_WORK INSTRUCTION_:
The answer should consist of each line from the data below that includes "Yourcenar".

_TASK MATERIAL_:
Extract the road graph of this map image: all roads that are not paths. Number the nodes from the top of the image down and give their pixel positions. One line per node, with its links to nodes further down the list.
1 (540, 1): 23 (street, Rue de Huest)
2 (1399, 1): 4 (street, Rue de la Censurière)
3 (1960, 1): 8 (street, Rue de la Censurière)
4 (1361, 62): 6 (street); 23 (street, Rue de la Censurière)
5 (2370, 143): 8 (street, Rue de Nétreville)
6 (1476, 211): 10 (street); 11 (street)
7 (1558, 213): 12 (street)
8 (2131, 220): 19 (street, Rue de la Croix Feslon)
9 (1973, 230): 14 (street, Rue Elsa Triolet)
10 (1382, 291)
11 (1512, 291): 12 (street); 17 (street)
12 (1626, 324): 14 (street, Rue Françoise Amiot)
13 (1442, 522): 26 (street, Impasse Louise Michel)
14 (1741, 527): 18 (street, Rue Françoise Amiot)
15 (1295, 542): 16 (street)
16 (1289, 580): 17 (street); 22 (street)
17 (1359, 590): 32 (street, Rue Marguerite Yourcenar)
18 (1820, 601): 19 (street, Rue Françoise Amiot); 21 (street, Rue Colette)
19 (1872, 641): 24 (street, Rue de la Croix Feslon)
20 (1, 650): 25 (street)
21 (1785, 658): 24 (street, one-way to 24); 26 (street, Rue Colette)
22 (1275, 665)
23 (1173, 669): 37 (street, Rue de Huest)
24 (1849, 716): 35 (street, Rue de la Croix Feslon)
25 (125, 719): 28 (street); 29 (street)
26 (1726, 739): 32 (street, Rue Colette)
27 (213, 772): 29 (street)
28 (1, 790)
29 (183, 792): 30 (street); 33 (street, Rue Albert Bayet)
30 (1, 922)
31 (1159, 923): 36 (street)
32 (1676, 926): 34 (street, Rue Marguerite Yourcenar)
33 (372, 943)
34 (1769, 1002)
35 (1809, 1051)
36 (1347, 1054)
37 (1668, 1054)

_RESPONSE TO THIS EXERCISE_:
17 (1359, 590): 32 (street, Rue Marguerite Yourcenar)
32 (1676, 926): 34 (street, Rue Marguerite Yourcenar)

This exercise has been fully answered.